La pace alla fine della prima guerra mondiale che sanciva la fine dell’Impero ottomano è all’origine dell’interminabile conflitto mediorientale

Nel 2018 che finisce è stato dimenticato un centenario. È stata ricordata la fine della Grande guerra in Europa, tra i paesi dell’Intesa (Francia, Gran Bretagna, Italia) e gli Imperi centrali (Germania e Austria-Ungheria). Ed è stata evocata marginalmente la resa dell’Impero ottomano, alleato degli sconfitti Imperi centrali, avvenuta il 30 ottobre 1918 su una corazzata britannica, ancorata a Mudros, porto dell’isola greca di Lemnos. Quel che è stato dimenticato è il non sempre larvato, implacabile, interminabile conflitto, esploso subito, in Medio Oriente, nel novembre dello stesso 1918, a ridosso dell’armistizio di Mudros, e che continua a singhiozzo nei nostri giorni.

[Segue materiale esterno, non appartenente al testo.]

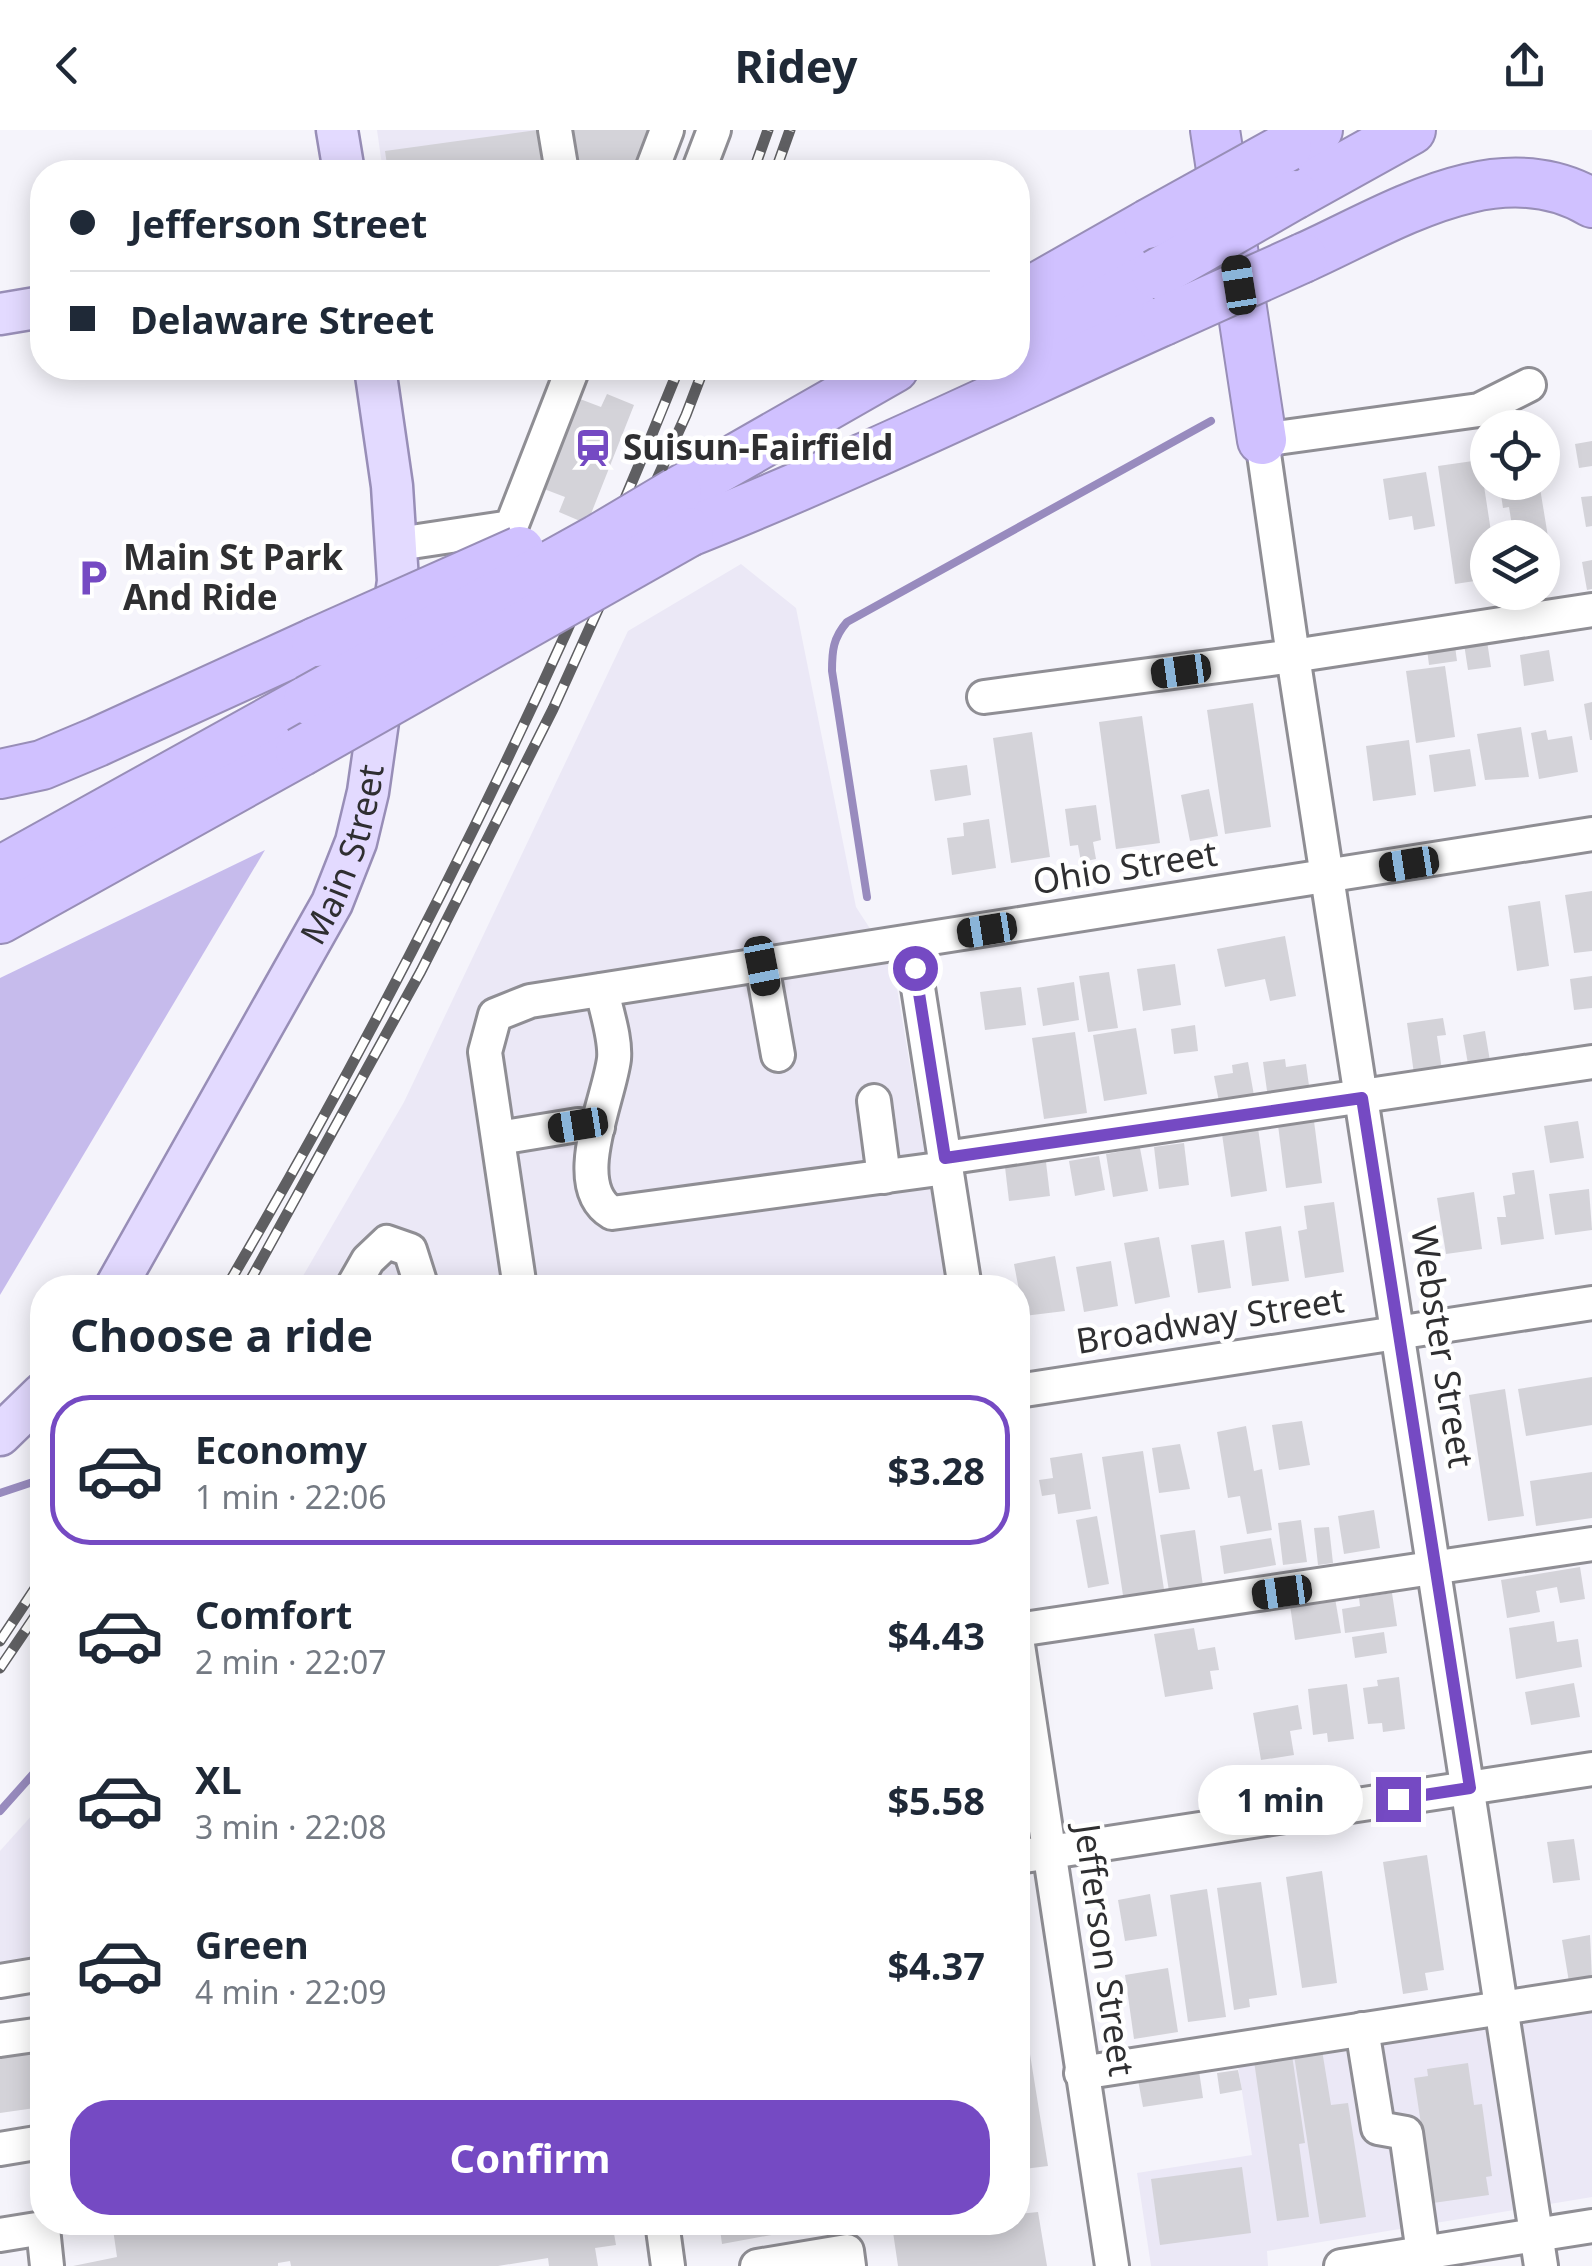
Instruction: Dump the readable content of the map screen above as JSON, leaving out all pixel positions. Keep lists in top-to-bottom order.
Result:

Un secolo dopo nessuno ha pensato di ricordare il centenario dell’inizio delle ostilità provocate da quella pace appena conclusa. Le indispensabili opere di Eugene Rogan, professore a Oxford di storia contemporanea del Medio Oriente, sono tra quelle che sottolineano la grave distrazione.

Il nuovo conflitto, che nasce dalla fine della Grande Guerra, dice Rogan, mette a confronto da un lato le due nazioni vittoriose, la Gran Bretagna e la Francia, dall’altro le forze arabe loro alleate contro gli Ottomani, che invece di essere ricompensate con l’indipendenza, come promesso, vengono trattate da nemiche. Dall’Ottocento la questione d’Oriente era dominata dal timore di una decomposizione dell’Impero ottomano, considerato “l’uomo malato d’Europa”. La sua disintegrazione avrebbe acceso inevitabili conflitti tra le potenze ansiose di estendere i loro possedimenti coloniali ai territori non più controllati da una Costantinopoli decaduta, che da tempo perdeva pezzi del suo impero.

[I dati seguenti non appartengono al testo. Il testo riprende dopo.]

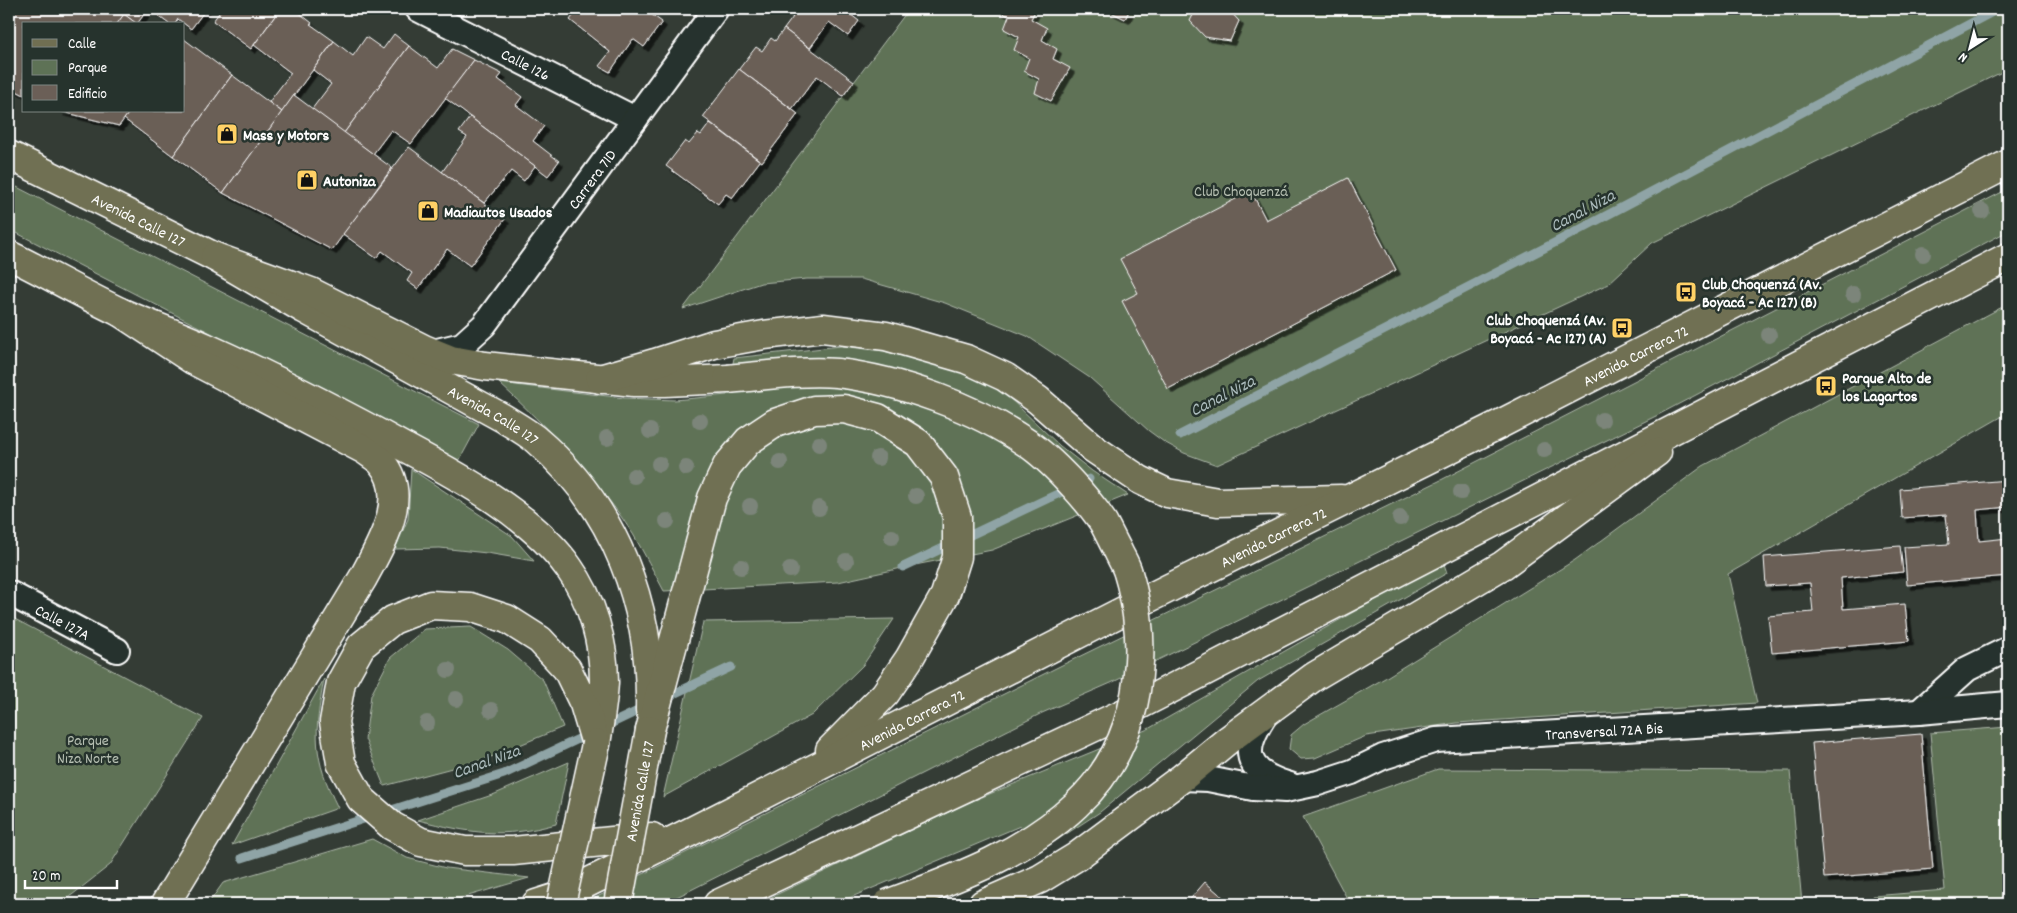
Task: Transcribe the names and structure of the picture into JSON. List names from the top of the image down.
{
  "streets": {
    "main road": ["Avenida Calle 127", "Avenida Carrera 72"],
    "street": [
      "Calle 126",
      "Carrera 71D",
      "Calle 127A",
      "Transversal 72A Bis"
    ]
  },
  "crossings": [
    ["Calle 126", "Carrera 71D"]
  ],
  "water": ["Canal Niza"],
  "parks": ["Club Choquenzá", "Parque Niza Norte"],
  "places": {
    "shop": ["Mass y Motors", "Autoniza", "Madiautos Usados"],
    "bus stop": ["Club Choquenzá (Av. Boyacá - Ac 127) (B)", "Club Choquenzá (Av. Boyacá - Ac 127) (A)", "Parque Alto de los Lagartos"]
  },
  "legend": ["Calle", "Parque", "Edificio"],
  "scale_bar": "20 m",
  "north": "bottom left"
}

Nel 1914 l’Impero ottomano entra in guerra a fianco della Germania e dell’Austria-Ungheria: e i governi avversari, di Londra e di Parigi, sicuri della vittoria, pensano che la sua disintegrazione sia inevitabile e imminente: e che quindi spetti a loro, alle potenze europee, garantire l’equilibrio della regione, ridotta in frantumi dalla definitiva sconfitta della Sublime Porta.

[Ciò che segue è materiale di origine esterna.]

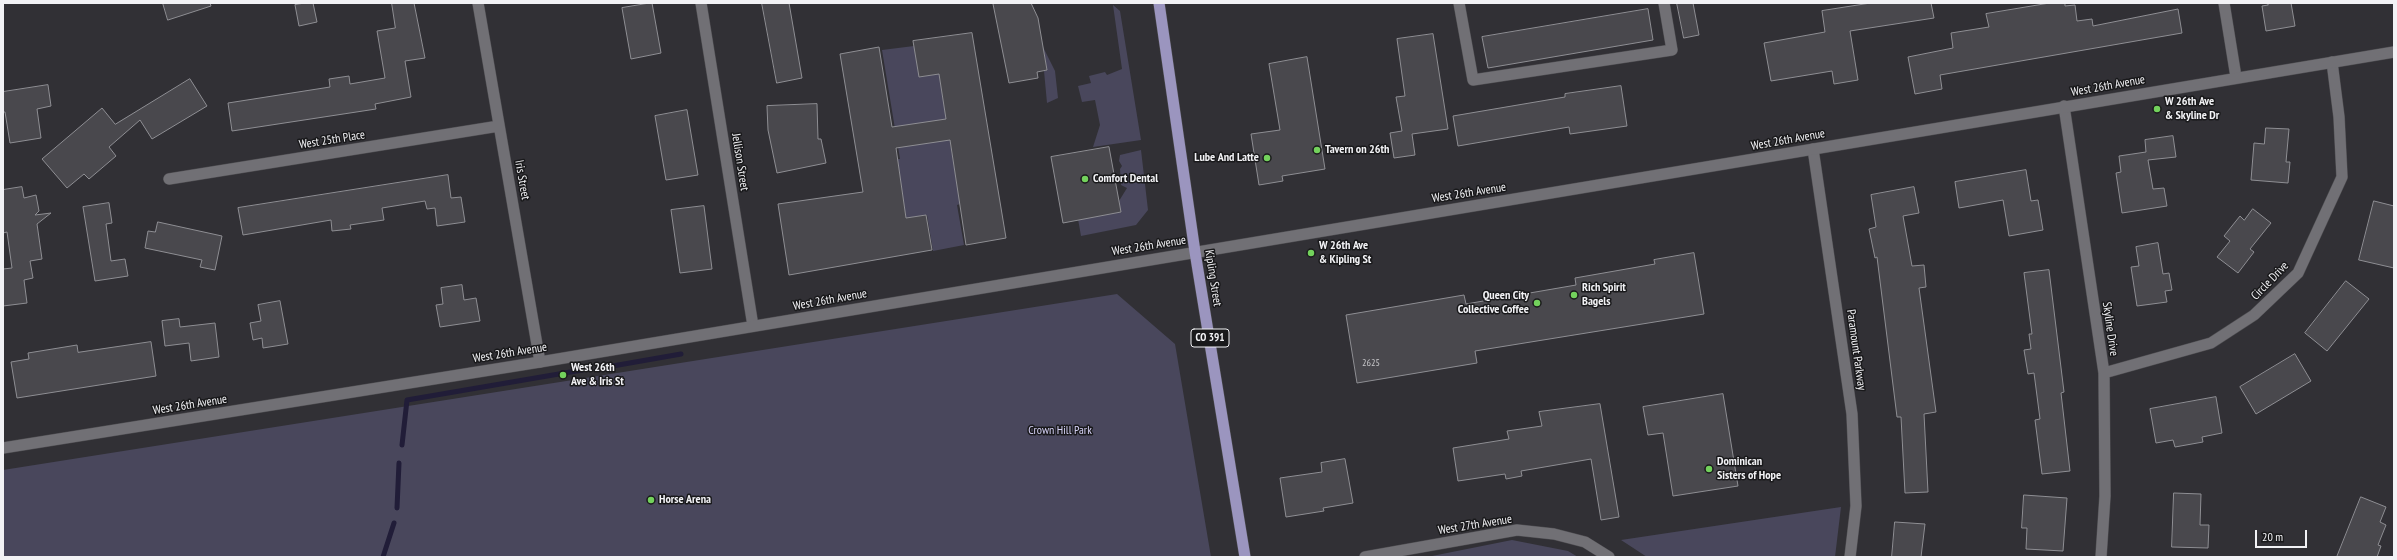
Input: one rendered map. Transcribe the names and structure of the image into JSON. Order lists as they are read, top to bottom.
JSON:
{
  "streets": {
    "main road": ["Kipling Street", "CO 391"],
    "street": [
      "West 26th Avenue",
      "West 25th Place",
      "Jellison Street",
      "Iris Street",
      "Circle Drive",
      "Skyline Drive",
      "Paramount Parkway",
      "West 27th Avenue"
    ]
  },
  "crossings": [
    ["West 26th Avenue", "Jellison Street"],
    ["West 26th Avenue", "Iris Street"],
    ["West 26th Avenue", "Kipling Street"],
    ["West 26th Avenue", "Circle Drive"],
    ["West 26th Avenue", "Skyline Drive"],
    ["West 26th Avenue", "Paramount Parkway"],
    ["West 25th Place", "Iris Street"],
    ["Circle Drive", "Skyline Drive"]
  ],
  "parks": ["Crown Hill Park"],
  "places": [
    "W 26th Ave & Skyline Dr",
    "Tavern on 26th",
    "Lube And Latte",
    "Comfort Dental",
    "W 26th Ave & Kipling St",
    "Rich Spirit Bagels",
    "Queen City Collective Coffee",
    "West 26th Ave & Iris St",
    "Dominican Sisters of Hope",
    "Horse Arena"
  ],
  "house_numbers": ["2625"],
  "scale_bar": "20 m"
}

Già dal 1916, in maggio, gli accordi segreti Sykes-Picot (nomi dei diplomatici che li firmarono: l’ inglese Mark Sykes e il francese François Picot), gettano le basi di una spartizione che si concluderà alla conferenza di Sanremo nel 1920. Viene creato il sistema dei “mandati”: istituzioni coloniali contro le quali i movimenti nazionalisti arabi insorgono. Erano in molti a volere una fetta della torta ottomana. Alcuni ne avevano approfittato da tempo: gli inglesi occupavano militarmente l’Egitto dal 1882 e avevano imposto il protettorato nel 1914. Anche l’Italia, frustrata dal non avere una colonia sul Mediterraneo aveva conquistato, tre anni prima, la Libia, e poi occupato il Dodecanneso. Al banchetto voleva partecipare la Russia prerivoluzionaria, che nel 1915 manifestò il suo interesse per il controllo di Costantinopoli, dello stretto dei Dardanelli e della Tracia occidentale. Un appetito territoriale che si spegnerà nel ’17 con la Rivoluzione d’ottobre. Al momento degli accordi segreti Sykes-Picot, la Francia precisò le sue ambizioni, che più tardi realizzò, sulla Siria e sul Libano; l’Inghilterra si riservò la Mesopotamia, la penisola arabica, e la Transgiordania. Londra ottenne un mandato sulla Palestina, al quale dovrà rinunciare trent’anni dopo, alla nascita di Israele.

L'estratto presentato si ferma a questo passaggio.